Im Oktober 2015 dann schrieb Shannon Hall im Scientific American, über eine neue Untersuchung des Pulitzerpreis-Gewinners Inside Climate News, derzufolge Exxon Mobil zwar sehr wohl die wissenschaftlichen Erkenntnisse verstanden hatte, lange bevor sie zu einem öffentlichen Thema wurden. Aber die Ölgesellschaft finanzierte  jahrzehntelang mit zweistelligen Millionensummen Lobbygruppen und Pseudo-Thinktanks, die den anthropogenen Klimawandel anzweifelten und bewusst Fehlinformationen publizierten. (siehe: solarify.eu/2015/exxon-wusste-schon-vor-fast-40-jahren-vom-klimawandel). Exxon soll zudem in großem Stil Einfluss auf die Forschung genommen haben, um zu vertuschen, in welchem Ausmaß das äußerst profitable Geschäftsmodell des Konzerns eine Belastung für das Klima darstellte.

Die Rockefeller-Urenkelin fragte sich:“Warum hat Exxon Mobil uns und die Öffentlichkeit angelogen?“ Und: Warum täten die Chefs großer Unternehmen Dinge, welche die Zukunft der Menschheit aufs Schwerste bedrohten? Das könnten nur „gewissenlose Psychopathen“ sein.

New York verklagt Ölriesen wegen Täuschung von Aktionären über Klimawandel

Die New Yorker Generalstaatsanwaltschaft hat – schrieb John Schwartz vor kurzem in der New York Times – am 24.10.2018 nach mehr als drei Jahre langen Ermittlungen Klage gegen Exxon Mobil erhoben, mit dem Vorwurf, das Unternehmen habe Investoren und Aktionäre betrogen, indem es das für sein Geschäft bedrohliche Risiko des Klimawandels bewusst verharmlost habe. Der Rechtsstreit bedeutet ein finanzielles Risiko für Exxon und droht dem Ölmulti mit einem kräftigen Reputationskratzer – wo doch das Unternehmen angeblich so intensiv daran gearbeitet hat, die Sorgen um den Klimawandel zu verstehen – und könnte weitere Prozesse nach sich ziehen.

Die Klageschrift beschuldigt Exxon im Gegensatz zu vielen anderen Initiativen nicht, eine Rolle bei der Entstehung des Klimawandels gespielt zu haben, obwohl die Verbrennung von Öl und Benzin wesentlich zum menschengemachten Klimawandel beiträgt.

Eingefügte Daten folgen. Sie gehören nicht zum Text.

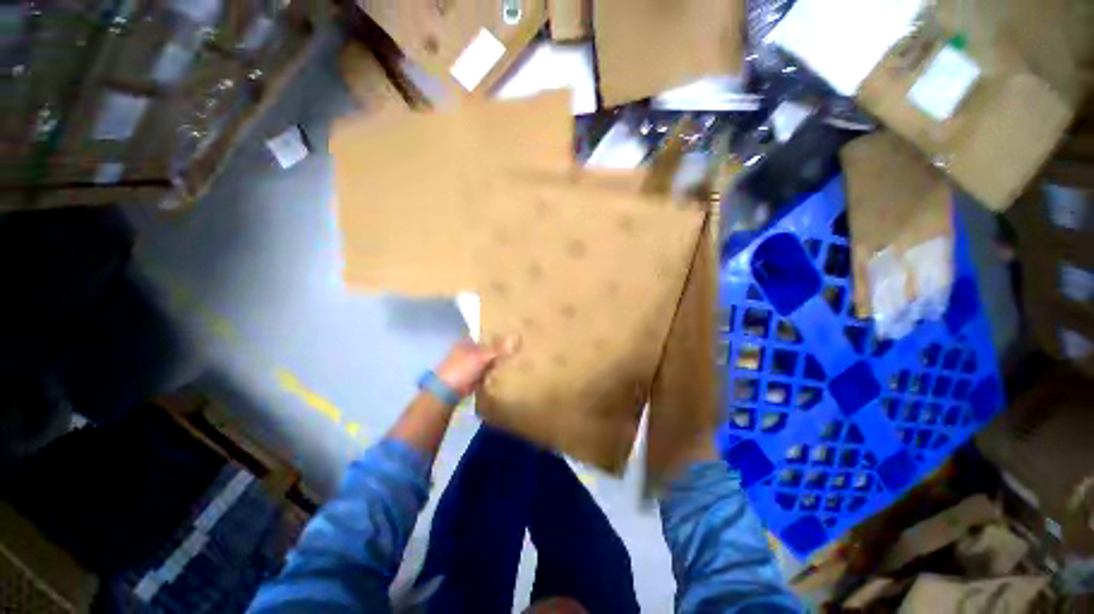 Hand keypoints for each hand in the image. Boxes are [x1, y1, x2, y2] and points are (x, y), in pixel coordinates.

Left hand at [435, 335, 519, 397]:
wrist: (448, 391)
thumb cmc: (461, 368)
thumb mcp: (481, 356)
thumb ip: (499, 348)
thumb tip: (517, 336)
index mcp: (468, 341)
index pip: (486, 334)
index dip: (498, 333)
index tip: (513, 332)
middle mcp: (470, 351)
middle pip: (489, 347)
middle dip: (501, 348)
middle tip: (520, 345)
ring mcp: (472, 364)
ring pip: (490, 360)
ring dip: (500, 360)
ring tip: (518, 356)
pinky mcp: (475, 376)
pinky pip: (489, 371)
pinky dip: (496, 371)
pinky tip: (508, 370) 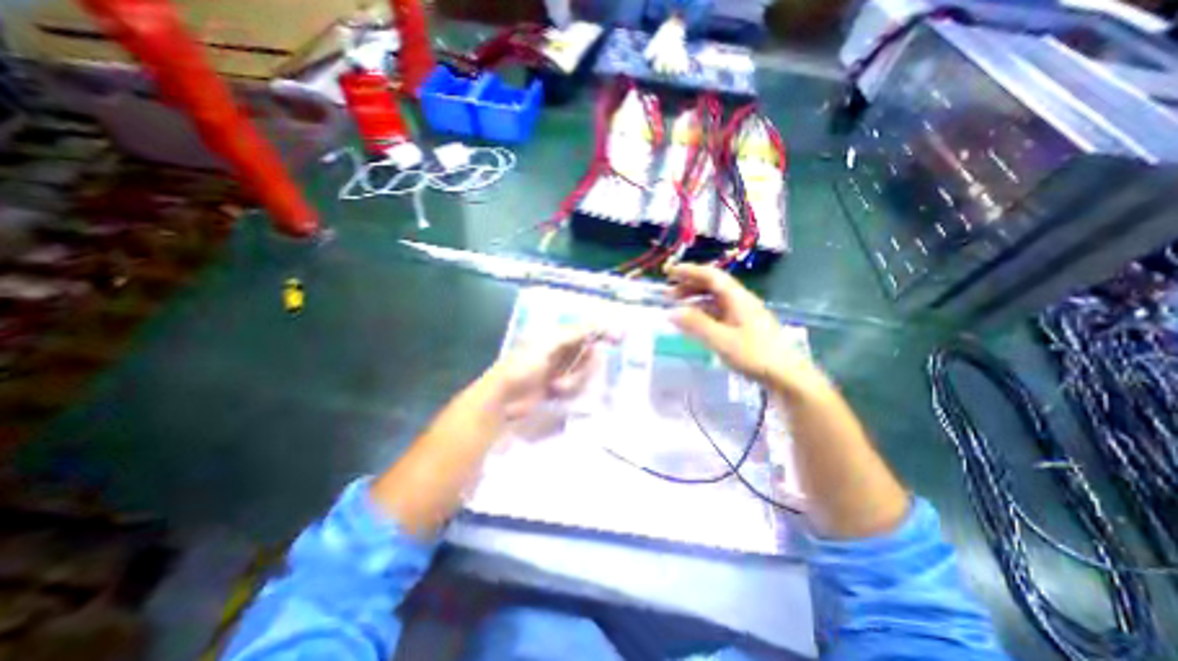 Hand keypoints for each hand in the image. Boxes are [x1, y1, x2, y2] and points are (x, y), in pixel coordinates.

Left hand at [484, 327, 607, 419]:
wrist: (503, 400)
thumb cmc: (522, 367)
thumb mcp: (548, 346)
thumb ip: (574, 333)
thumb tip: (598, 323)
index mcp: (556, 335)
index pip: (586, 329)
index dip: (602, 331)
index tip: (619, 336)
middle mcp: (560, 349)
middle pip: (589, 353)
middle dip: (584, 366)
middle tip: (571, 374)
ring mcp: (560, 369)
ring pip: (584, 370)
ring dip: (575, 380)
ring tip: (557, 387)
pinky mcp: (559, 385)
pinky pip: (577, 384)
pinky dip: (569, 389)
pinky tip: (555, 392)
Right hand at [672, 261, 825, 397]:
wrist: (787, 376)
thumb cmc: (755, 355)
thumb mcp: (721, 340)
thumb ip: (696, 325)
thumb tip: (671, 312)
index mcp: (738, 298)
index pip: (711, 276)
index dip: (689, 271)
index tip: (669, 272)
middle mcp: (741, 302)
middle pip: (713, 286)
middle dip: (689, 286)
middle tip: (668, 294)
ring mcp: (743, 315)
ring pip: (715, 300)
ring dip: (695, 300)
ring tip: (677, 308)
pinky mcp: (744, 328)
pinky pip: (719, 313)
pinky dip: (703, 314)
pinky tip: (695, 323) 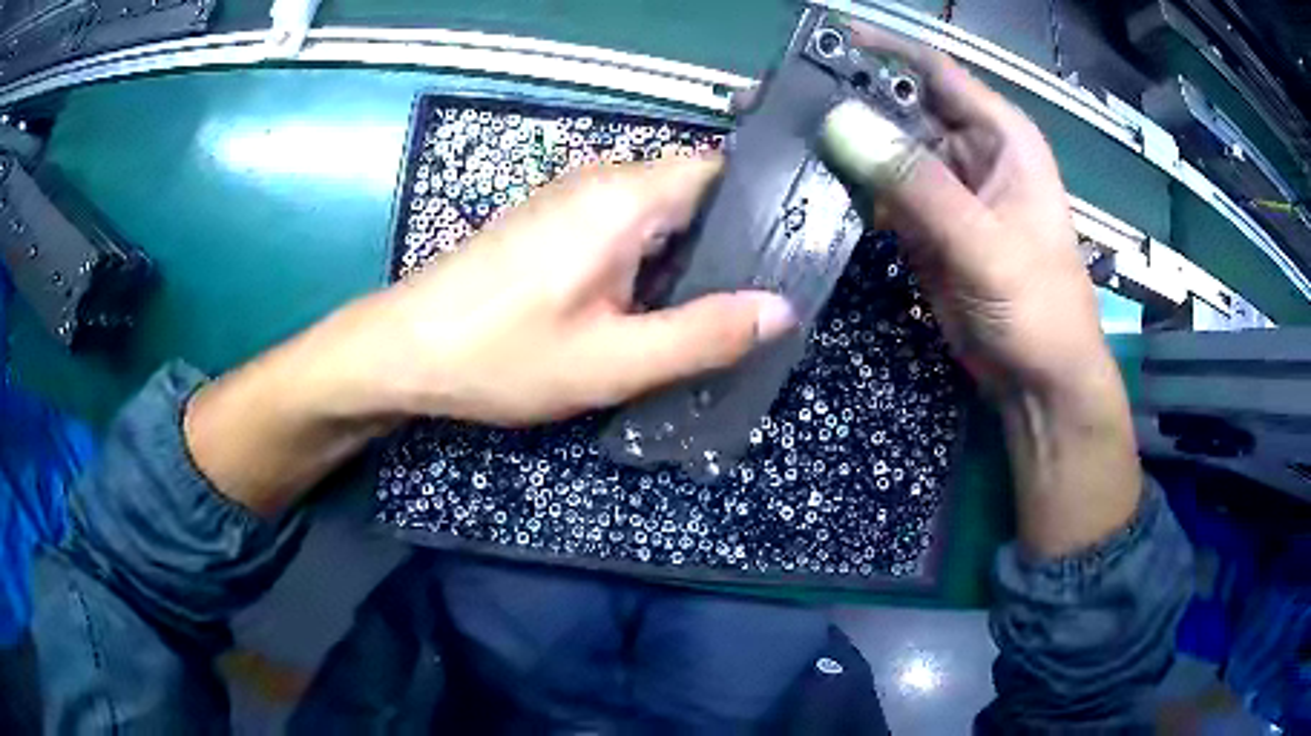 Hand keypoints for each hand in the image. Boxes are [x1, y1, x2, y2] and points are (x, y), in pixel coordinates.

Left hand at [187, 156, 795, 516]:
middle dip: (731, 241)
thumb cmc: (501, 355)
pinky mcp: (552, 222)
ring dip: (691, 257)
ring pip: (659, 213)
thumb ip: (703, 335)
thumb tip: (781, 310)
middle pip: (693, 192)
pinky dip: (653, 261)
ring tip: (722, 310)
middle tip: (763, 300)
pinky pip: (625, 227)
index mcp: (624, 198)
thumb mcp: (613, 362)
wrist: (404, 351)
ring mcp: (572, 199)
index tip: (794, 253)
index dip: (763, 205)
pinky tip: (657, 306)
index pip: (720, 171)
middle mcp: (602, 181)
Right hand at [821, 25, 1140, 557]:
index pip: (932, 70)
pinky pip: (877, 191)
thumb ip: (918, 184)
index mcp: (1000, 135)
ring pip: (881, 149)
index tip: (817, 44)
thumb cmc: (1038, 307)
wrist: (1038, 382)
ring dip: (835, 144)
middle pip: (897, 107)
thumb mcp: (985, 242)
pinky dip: (844, 186)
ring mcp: (943, 189)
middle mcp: (969, 150)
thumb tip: (839, 124)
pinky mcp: (923, 226)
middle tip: (772, 100)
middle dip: (841, 101)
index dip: (879, 51)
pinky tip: (800, 181)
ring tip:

Vielmehr soll das Unternehmen ein „langjähriges betrügerisches System“ betrieben haben, um Investoren, Analysten und Underwriter „über das Management der Risiken zu täuschen, die sich aus der Regulierung des Klimawandels für sein Geschäft ergeben“.

Exxon habe die Welt wissen lassen, dass man auf die zwangsläufig zur Bekämpfung des Klimawandels erforderlichen strengeren Maßnahmen vorbereitet sei, sagte die Staatsanwaltschaft. Aber in Wirklichkeit, so die Klage, „wendete das Unternehmen interne Praktiken an, die mit seinen Darstellungen unvereinbar waren, den Anlegern nicht offenbart wurden und das Unternehmen einem größeren Risiko durch die Regulierung des Klimawandels aussetzten, als die Anleger das glauben sollten“.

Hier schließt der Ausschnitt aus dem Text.